Dixon J M, Senbanjo R O, Anderson T J, Forrest A P, Elton R A
Clin Oncol. 1984 Jun;10(2):117-21.
In a consecutive series of 100 operable breast carcinomas clinical and mammographic assessment of tumour size each resulted in only 75% being placed in the correct T category when compared to the actual tumour size. In a further 50 breast carcinomas it was shown that an accurate assessment of actual tumour size could be obtained by subtracting the thickness of the skin, fat and subcutaneous tissue in the corresponding area in the contralateral breast from the clinical measurement obtained using calipers (adjusted clinical size). The T category using this method was correct in 49 out of the 50, significantly better than clinical measurement or mammographic assessment of tumour size (p less than 0.003 McNemar's Test).

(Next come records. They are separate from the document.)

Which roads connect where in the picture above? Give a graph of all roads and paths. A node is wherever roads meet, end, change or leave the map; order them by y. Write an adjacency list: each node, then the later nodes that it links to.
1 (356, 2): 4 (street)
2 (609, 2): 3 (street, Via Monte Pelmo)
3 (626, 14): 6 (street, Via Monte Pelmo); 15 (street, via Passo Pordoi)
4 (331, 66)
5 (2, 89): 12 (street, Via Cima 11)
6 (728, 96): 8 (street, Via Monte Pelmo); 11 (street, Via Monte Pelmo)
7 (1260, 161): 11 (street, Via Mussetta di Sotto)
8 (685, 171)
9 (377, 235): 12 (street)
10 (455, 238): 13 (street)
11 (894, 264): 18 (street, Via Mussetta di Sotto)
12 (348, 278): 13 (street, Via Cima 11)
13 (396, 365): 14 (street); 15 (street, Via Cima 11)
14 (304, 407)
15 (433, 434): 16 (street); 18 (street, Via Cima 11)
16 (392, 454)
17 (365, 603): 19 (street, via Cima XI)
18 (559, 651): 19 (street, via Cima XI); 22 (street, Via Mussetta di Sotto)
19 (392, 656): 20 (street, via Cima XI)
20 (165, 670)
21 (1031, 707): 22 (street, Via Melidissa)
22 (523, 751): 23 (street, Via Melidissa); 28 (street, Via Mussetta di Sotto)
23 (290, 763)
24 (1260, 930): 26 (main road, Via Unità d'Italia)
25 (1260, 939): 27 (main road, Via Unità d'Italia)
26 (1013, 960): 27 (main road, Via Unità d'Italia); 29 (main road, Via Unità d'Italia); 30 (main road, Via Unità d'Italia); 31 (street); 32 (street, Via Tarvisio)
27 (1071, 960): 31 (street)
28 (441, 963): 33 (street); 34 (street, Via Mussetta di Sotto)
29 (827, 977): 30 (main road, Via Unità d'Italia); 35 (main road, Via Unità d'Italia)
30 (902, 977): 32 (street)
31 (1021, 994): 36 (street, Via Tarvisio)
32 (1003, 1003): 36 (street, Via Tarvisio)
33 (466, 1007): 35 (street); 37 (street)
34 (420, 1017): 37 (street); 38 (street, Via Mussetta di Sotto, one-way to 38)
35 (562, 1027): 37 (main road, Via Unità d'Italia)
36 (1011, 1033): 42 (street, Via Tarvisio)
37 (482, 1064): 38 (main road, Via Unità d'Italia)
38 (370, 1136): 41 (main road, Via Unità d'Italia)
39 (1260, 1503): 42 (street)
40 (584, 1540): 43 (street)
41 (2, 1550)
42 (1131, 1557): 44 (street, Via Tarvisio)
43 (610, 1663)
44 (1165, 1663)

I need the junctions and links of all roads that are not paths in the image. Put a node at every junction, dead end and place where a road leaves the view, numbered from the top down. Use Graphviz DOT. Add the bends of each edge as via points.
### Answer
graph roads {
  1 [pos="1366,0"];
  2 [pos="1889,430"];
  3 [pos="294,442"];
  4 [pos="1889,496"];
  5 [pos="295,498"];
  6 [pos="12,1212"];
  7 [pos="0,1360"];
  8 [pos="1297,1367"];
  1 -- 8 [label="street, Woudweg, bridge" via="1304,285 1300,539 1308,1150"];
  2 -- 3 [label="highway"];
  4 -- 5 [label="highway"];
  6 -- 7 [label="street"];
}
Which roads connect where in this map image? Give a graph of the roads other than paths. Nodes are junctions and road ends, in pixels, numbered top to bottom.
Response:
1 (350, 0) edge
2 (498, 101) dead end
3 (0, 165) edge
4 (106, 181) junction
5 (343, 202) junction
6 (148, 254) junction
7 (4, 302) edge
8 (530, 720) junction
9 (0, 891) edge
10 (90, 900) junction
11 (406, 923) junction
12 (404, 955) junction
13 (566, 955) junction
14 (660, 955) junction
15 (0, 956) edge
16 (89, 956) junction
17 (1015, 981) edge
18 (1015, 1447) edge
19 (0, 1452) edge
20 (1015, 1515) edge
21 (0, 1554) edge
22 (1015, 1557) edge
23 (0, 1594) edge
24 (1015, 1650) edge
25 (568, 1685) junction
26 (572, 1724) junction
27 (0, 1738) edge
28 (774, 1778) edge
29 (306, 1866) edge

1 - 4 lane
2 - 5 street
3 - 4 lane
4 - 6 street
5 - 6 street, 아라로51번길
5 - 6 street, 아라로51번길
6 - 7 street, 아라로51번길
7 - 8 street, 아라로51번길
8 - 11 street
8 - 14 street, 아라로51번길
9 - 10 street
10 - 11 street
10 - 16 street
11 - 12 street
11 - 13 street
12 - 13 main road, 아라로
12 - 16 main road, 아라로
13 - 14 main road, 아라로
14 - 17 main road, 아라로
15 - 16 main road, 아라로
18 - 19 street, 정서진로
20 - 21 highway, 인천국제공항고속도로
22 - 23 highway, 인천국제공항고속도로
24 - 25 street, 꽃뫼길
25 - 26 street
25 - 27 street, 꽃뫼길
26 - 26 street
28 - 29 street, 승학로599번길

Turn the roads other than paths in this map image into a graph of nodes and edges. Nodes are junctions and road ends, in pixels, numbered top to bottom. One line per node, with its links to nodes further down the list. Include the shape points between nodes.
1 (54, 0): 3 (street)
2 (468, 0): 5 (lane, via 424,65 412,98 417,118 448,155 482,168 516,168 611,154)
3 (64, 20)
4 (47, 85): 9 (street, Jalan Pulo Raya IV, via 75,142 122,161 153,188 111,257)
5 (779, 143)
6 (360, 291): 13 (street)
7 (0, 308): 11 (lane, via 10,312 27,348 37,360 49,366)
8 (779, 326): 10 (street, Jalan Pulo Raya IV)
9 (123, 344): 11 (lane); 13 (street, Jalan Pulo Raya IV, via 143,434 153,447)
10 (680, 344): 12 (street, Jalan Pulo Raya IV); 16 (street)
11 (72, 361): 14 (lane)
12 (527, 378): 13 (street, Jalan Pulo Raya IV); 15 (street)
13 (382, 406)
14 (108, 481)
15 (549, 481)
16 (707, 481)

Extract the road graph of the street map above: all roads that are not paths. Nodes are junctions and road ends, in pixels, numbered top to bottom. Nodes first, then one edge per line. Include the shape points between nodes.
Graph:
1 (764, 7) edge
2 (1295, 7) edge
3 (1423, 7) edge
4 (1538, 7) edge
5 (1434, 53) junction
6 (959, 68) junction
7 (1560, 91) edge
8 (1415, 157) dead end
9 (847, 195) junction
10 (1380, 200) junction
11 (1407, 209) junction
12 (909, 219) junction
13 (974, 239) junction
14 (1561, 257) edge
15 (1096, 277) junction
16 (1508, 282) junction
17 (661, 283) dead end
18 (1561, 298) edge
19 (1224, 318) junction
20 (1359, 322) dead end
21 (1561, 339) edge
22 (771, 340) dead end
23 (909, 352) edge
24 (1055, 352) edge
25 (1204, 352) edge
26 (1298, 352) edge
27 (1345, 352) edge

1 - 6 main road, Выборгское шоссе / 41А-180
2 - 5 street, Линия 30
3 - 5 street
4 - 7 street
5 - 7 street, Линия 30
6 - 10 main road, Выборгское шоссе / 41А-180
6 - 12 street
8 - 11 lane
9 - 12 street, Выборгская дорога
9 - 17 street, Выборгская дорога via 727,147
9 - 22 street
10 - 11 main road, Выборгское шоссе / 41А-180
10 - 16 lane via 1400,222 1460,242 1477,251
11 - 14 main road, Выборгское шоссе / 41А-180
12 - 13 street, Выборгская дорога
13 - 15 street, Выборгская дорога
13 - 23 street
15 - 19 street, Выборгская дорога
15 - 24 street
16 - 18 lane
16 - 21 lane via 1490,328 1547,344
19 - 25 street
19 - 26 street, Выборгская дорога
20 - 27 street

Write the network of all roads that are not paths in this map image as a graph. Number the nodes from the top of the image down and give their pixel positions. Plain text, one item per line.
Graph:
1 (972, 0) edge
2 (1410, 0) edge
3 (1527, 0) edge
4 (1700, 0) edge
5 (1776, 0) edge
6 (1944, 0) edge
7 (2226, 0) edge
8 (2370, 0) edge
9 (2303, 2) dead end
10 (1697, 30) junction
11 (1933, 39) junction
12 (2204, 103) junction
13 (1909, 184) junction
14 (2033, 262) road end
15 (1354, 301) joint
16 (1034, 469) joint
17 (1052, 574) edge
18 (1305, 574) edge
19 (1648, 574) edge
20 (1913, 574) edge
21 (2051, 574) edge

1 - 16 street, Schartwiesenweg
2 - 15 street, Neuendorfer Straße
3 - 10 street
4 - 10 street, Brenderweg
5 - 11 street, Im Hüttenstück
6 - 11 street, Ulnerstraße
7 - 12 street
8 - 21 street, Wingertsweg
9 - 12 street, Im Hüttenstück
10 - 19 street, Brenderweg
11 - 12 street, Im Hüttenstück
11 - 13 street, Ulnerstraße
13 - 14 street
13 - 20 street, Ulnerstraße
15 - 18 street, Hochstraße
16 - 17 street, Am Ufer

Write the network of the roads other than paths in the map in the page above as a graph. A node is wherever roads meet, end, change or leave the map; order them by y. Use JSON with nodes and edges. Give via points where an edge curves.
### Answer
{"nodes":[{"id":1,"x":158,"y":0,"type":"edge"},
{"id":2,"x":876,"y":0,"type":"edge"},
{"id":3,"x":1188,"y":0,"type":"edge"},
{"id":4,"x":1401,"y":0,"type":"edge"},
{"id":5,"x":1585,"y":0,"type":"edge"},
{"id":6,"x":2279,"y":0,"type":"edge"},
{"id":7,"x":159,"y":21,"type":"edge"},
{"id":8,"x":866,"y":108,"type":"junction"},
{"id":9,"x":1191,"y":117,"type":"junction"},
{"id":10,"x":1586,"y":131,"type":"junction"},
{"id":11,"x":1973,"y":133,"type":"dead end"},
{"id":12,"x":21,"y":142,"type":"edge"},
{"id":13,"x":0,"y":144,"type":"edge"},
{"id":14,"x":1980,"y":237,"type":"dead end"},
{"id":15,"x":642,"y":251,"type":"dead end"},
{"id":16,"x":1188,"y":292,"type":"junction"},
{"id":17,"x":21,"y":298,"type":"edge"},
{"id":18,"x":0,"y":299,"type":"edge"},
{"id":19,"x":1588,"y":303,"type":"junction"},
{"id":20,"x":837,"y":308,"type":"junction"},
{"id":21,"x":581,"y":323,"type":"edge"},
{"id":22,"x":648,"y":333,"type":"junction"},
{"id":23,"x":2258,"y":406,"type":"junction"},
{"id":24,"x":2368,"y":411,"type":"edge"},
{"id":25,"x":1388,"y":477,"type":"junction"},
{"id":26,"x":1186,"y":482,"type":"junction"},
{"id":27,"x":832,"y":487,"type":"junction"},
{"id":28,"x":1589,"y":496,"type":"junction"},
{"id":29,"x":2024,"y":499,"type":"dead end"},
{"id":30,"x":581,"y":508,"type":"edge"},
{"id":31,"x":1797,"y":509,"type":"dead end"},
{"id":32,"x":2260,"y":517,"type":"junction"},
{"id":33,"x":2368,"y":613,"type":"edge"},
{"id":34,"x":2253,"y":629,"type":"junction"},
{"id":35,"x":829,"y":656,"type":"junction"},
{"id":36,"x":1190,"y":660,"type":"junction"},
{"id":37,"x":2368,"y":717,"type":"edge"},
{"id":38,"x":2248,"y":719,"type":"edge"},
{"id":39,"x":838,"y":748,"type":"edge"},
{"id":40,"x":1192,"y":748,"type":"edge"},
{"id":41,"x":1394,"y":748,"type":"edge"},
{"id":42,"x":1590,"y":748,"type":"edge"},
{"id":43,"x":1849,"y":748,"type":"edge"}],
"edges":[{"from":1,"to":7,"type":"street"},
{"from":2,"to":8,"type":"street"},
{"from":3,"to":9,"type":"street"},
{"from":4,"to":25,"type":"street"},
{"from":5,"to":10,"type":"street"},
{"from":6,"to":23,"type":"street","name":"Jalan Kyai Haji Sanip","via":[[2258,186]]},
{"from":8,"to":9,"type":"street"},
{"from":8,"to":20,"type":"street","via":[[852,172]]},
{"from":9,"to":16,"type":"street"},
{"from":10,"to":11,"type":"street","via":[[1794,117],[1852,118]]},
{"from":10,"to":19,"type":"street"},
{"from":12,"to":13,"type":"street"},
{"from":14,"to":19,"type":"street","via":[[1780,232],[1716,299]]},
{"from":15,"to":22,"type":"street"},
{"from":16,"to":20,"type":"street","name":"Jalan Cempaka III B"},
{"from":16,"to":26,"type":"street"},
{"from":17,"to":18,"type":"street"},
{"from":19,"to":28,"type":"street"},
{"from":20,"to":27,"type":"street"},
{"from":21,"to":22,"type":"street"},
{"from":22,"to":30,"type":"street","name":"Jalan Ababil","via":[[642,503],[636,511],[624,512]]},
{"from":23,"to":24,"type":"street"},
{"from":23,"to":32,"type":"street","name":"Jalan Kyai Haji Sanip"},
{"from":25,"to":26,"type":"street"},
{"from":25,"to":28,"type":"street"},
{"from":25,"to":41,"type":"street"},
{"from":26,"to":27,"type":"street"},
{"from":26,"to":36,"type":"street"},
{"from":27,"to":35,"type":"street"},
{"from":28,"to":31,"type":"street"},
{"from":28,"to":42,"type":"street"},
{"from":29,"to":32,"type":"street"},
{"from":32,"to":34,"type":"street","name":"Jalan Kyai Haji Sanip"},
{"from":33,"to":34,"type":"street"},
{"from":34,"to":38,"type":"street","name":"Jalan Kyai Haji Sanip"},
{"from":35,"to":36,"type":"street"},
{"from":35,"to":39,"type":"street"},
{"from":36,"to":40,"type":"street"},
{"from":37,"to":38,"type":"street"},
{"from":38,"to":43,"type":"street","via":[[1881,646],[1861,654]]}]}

Analysis of the regression lines obtained comparing clinical measurement, mammographic assessment and adjusted clinical size with actual tumour size showed that: clinical measurement overestimated actual tumour size by 0.5 to 1 cm; mammographic assessment overestimated small tumour and underestimated larger ones, whereas the adjusted clinical size never differed by more than a fraction of a centimeter from the actual size. This new method of assessment of tumour size allows accurate pre-operative selection of patients into appropriate treatment options.